Barbara Ehrenreich has a piece in today’s Huffington Post (“Health Care vs the Profit Principle”) on the debate over expansion of health insurance for children (S-CHIP or the State Health Insurance Program). In the midst of the movie SiCKO’s popularity, and in the midst of Americans building ever more energy around health care issues, the Bush administration has boldy gone where no administration has gone before, to make this yet again an ideological battle. Barbara Ehrenreich on the matter:
It’s always nice to see the President take a principled stand on something. The man formerly known as “43,” and now perhaps better named “29″ for his record-breaking approval rating, is promising to battle any expansion of government health insurance for children — and not because he hates children or refuses to cough up the funds. No, this is a battle over principle: private health care vs. government-provided health care. Speaking in Cleveland this week, Bush boldly asserted:
‘I strongly object to the government providing incentives for people to leave private medicine, private health care to the public sector. And I think it’s wrong and I think it’s a mistake. And therefore, I will resist Congress’s attempt … to federalize medicine…In my judgment that would be — it would lead to not better medicine, but worse medicine. It would lead to not more innovation, but less innovation.’
Ehrenreich finishes off with a bang:
If government insurance for children (S-CHIP) isn’t expanded to all the families that need it, there is no question but that some children will die — painfully perhaps and certainly unnecessarily. But at least they will have died for a principle.
Yes. This is how we must frame health care issues.
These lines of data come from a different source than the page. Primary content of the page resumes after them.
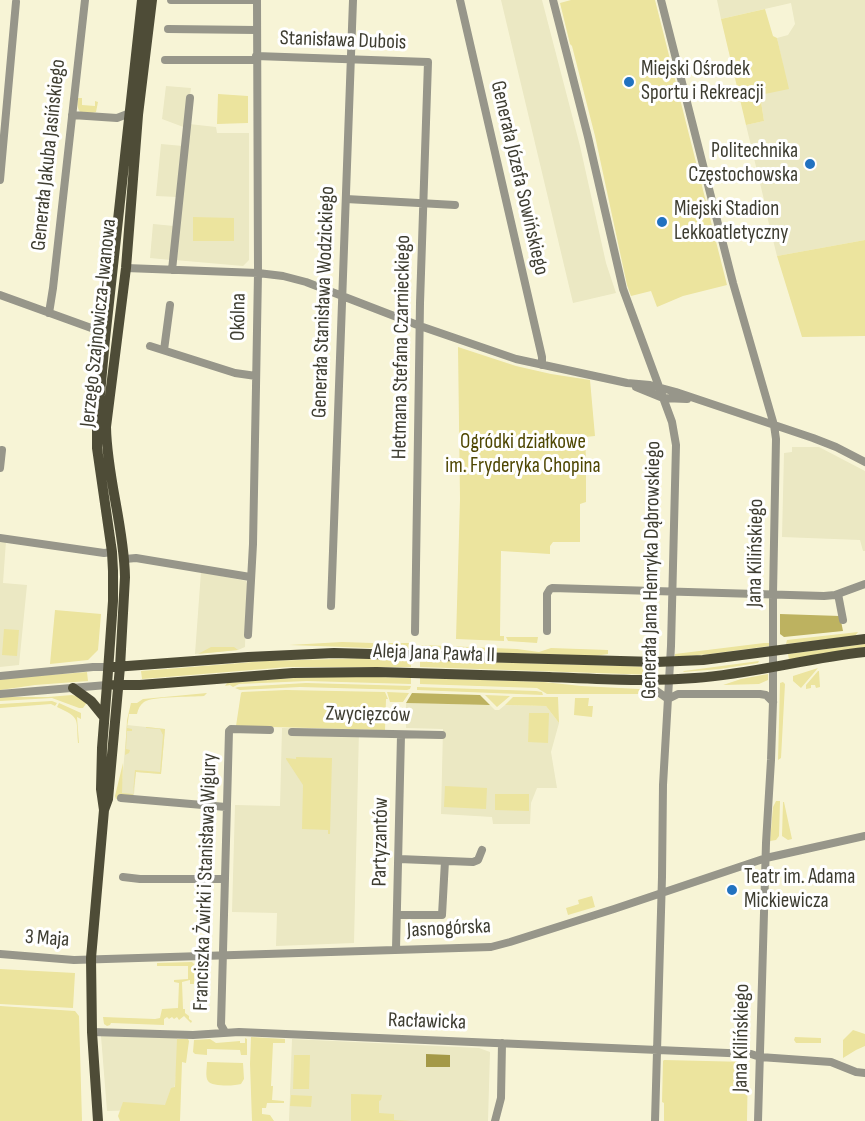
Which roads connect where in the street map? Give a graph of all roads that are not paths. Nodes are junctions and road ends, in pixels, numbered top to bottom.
1 (85, 0) edge
2 (142, 0) edge
3 (152, 0) edge
4 (171, 0) edge
5 (257, 0) edge
6 (353, 0) edge
7 (460, 0) edge
8 (553, 0) edge
9 (661, 0) edge
10 (16, 2) dead end
11 (168, 29) dead end
12 (256, 30) junction
13 (256, 58) junction
14 (351, 59) junction
15 (165, 60) dead end
16 (428, 62) joint
17 (190, 98) dead end
18 (130, 113) junction
19 (72, 115) junction
20 (117, 118) junction
21 (128, 130) junction
22 (0, 180) edge
23 (346, 200) junction
24 (423, 204) junction
25 (455, 205) dead end
26 (126, 268) junction
27 (172, 270) junction
28 (258, 273) junction
29 (0, 295) edge
30 (343, 296) junction
31 (170, 305) dead end
32 (49, 313) junction
33 (420, 326) junction
34 (106, 332) junction
35 (150, 346) dead end
36 (164, 350) junction
37 (542, 365) junction
38 (256, 376) junction
39 (627, 383) junction
40 (659, 388) junction
41 (663, 398) junction
42 (699, 400) junction
43 (774, 424) junction
44 (2, 450) dead end
45 (865, 462) edge
46 (0, 468) edge
47 (0, 538) edge
48 (112, 552) junction
49 (125, 559) junction
50 (250, 577) junction
51 (865, 585) edge
52 (672, 591) junction
53 (773, 594) junction
54 (838, 594) junction
55 (331, 606) dead end
56 (843, 620) dead end
57 (547, 630) dead end
58 (415, 632) dead end
59 (248, 635) dead end
60 (865, 639) edge
61 (773, 651) junction
62 (865, 652) edge
63 (670, 662) junction
64 (120, 666) junction
65 (108, 667) junction
66 (773, 667) junction
67 (0, 676) edge
68 (641, 680) junction
69 (669, 680) junction
70 (113, 685) junction
71 (73, 688) junction
72 (0, 694) edge
73 (668, 699) junction
74 (773, 702) junction
75 (104, 717) junction
76 (270, 730) dead end
77 (292, 732) dead end
78 (401, 735) junction
79 (442, 735) dead end
80 (121, 798) dead end
81 (226, 807) junction
82 (104, 810) junction
83 (865, 836) edge
84 (482, 849) dead end
85 (766, 858) junction
86 (399, 859) junction
87 (445, 861) junction
88 (123, 878) dead end
89 (224, 879) junction
90 (662, 893) junction
91 (397, 915) junction
92 (396, 949) junction
93 (0, 954) edge
94 (223, 954) junction
95 (91, 958) junction
96 (92, 1032) junction
97 (225, 1032) junction
98 (502, 1043) junction
99 (657, 1051) junction
100 (760, 1057) junction
101 (865, 1073) edge
102 (98, 1121) edge
103 (495, 1121) edge
104 (655, 1121) edge
105 (758, 1121) edge

1 - 19 street, Generała Jakuba Jasińskiego
2 - 18 main road, Jerzego Szajnowicza-Iwanowa
3 - 26 main road, Jerzego Szajnowicza-Iwanowa
4 - 5 street
5 - 12 street, Okólna
6 - 14 street, Generała Stanisława Wodzickiego
7 - 37 street, Generała Józefa Sowińskiego
8 - 40 street, Generała Jana Henryka Dąbrowskiego
9 - 43 street, Jana Kilińskiego
10 - 22 street
11 - 12 street
12 - 13 street, Okólna
13 - 14 street, Stanisława Dubois
13 - 15 street, Stanisława Dubois
13 - 28 street, Okólna
14 - 16 street, Stanisława Dubois
14 - 23 street, Generała Stanisława Wodzickiego
16 - 24 street, Hetmana Stefana Czarnieckiego
17 - 27 street
18 - 20 street
18 - 21 main road, Jerzego Szajnowicza-Iwanowa
19 - 20 street
19 - 32 street, Generała Jakuba Jasińskiego
20 - 21 street
21 - 34 main road, Jerzego Szajnowicza-Iwanowa
23 - 24 street
23 - 30 street, Generała Stanisława Wodzickiego
24 - 25 street
24 - 33 street, Hetmana Stefana Czarnieckiego
26 - 27 street
26 - 49 main road, Jerzego Szajnowicza-Iwanowa
27 - 28 street
28 - 30 street
28 - 38 street, Okólna
29 - 32 street
30 - 33 street
30 - 55 street, Generała Stanisława Wodzickiego
31 - 36 street
32 - 34 street
33 - 37 street
33 - 58 street, Hetmana Stefana Czarnieckiego
34 - 48 main road, Jerzego Szajnowicza-Iwanowa
35 - 36 street
36 - 38 street
37 - 39 street
38 - 50 street, Okólna
39 - 40 street
39 - 41 street
40 - 41 street, Generała Jana Henryka Dąbrowskiego
40 - 42 street
41 - 42 street
41 - 52 street, Generała Jana Henryka Dąbrowskiego
42 - 43 street
43 - 45 street
43 - 53 street, Jana Kilińskiego
44 - 46 street
47 - 48 street
48 - 65 main road, Jerzego Szajnowicza-Iwanowa
49 - 50 street
49 - 64 main road, Jerzego Szajnowicza-Iwanowa
50 - 59 street, Okólna
51 - 54 street
52 - 53 street
52 - 57 street
52 - 63 street, Generała Jana Henryka Dąbrowskiego
53 - 54 street
53 - 61 street, Jana Kilińskiego
54 - 56 street
60 - 61 main road, Aleja Jana Pawła II
61 - 63 main road, Aleja Jana Pawła II
61 - 66 street, Jana Kilińskiego
62 - 66 main road, Aleja Jana Pawła II
63 - 64 main road, Aleja Jana Pawła II
63 - 69 street, Generała Jana Henryka Dąbrowskiego
64 - 65 main road, Aleja Jana Pawła II
64 - 70 main road, Jerzego Szajnowicza-Iwanowa
65 - 67 street, Aleja Jana Pawła II
65 - 70 main road, Jerzego Szajnowicza-Iwanowa
66 - 69 main road, Aleja Jana Pawła II
66 - 74 street, Jana Kilińskiego
68 - 69 main road, Aleja Jana Pawła II
68 - 70 main road, Aleja Jana Pawła II
68 - 73 street
69 - 73 street, Generała Jana Henryka Dąbrowskiego
70 - 71 street, Aleja Jana Pawła II
70 - 75 main road
70 - 82 main road
71 - 72 street, Aleja Jana Pawła II
71 - 75 main road
73 - 74 street
73 - 90 street, Generała Jana Henryka Dąbrowskiego
74 - 85 street, Jana Kilińskiego
75 - 82 main road
76 - 81 street, Franciszka Żwirki i Stanisława Wigury
77 - 78 street, Zwycięzców
78 - 79 street, Zwycięzców
78 - 86 street, Partyzantów
80 - 81 street
81 - 89 street, Franciszka Żwirki i Stanisława Wigury
82 - 95 main road
83 - 85 street, Jasnogórska
84 - 87 street
85 - 90 street, Jasnogórska
85 - 100 street, Jana Kilińskiego
86 - 87 street
86 - 91 street, Partyzantów
87 - 91 street
88 - 89 street
89 - 94 street, Franciszka Żwirki i Stanisława Wigury
90 - 92 street, Jasnogórska
90 - 99 street, Generała Jana Henryka Dąbrowskiego
91 - 92 street, Partyzantów
92 - 94 street, Jasnogórska
93 - 95 street, 3 Maja
94 - 95 street, Jasnogórska
94 - 97 street, Franciszka Żwirki i Stanisława Wigury
95 - 96 main road
96 - 97 street, Racławicka
96 - 102 main road
97 - 98 street, Racławicka
98 - 99 street, Racławicka
98 - 103 street
99 - 100 street, Racławicka
99 - 104 street, Generała Jana Henryka Dąbrowskiego
100 - 101 street, Racławicka
100 - 105 street, Jana Kilińskiego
It’s the way we have to, especially when republicans are also talking smack like this:
John Hart, a spokesman for Senator Tom Coburn, Republican of Oklahoma, said Mr. Coburn saw the Democratic plan as “part of an effort to bring everyone into a socialized health care system, a clarion call for Hillary Care, part two,” referring to the Clinton administration plan for universal coverage. Senator Jim DeMint, Republican of South Carolina, shared that view.
HillaryCare! Boo! Scared, yet?
Let’s not forget to mention that Senator Tom Coburn is a doctor. Who elected the doctor who wants to limit health care for children?
Lastly, we know there is no accountability to our government when the very people we elect (and the people they appoint) are anti-government themselves. A few regional directors at the Department of Health and Human Services sent “letters to newspapers, warning against ‘a government takeover of the health care marketplace‘”. This is a prime example of the government flushing the government down the toilet. And what’s a department of health and human services doing playing partisan politics (letters to the media!) on childrens’ access to health?
So back to the framing. We need to improve our framing of these important issues. If the opposition can bring back “HillaryCare”, we can be creative (and true) too. So, let’s say it all together now — Bush hates children. Republicans who are against expanding health insurance for children hate children. Any other ideas for framing this issue? I’m in favor of gathering together a list of congresspeople who eventually vote against this bill and figuring out how to affect their re-election based on their hatred of kids. You know, holding elected officials accountable to their decisions. And let’s strip the Republicans of the ownership of the term “family values”.
And what can we do? Families USA has a nicely organized education and action campaign in place, check it out (i’m sure other organizations do too). The issue is being decided upon this week. Let’s get to it.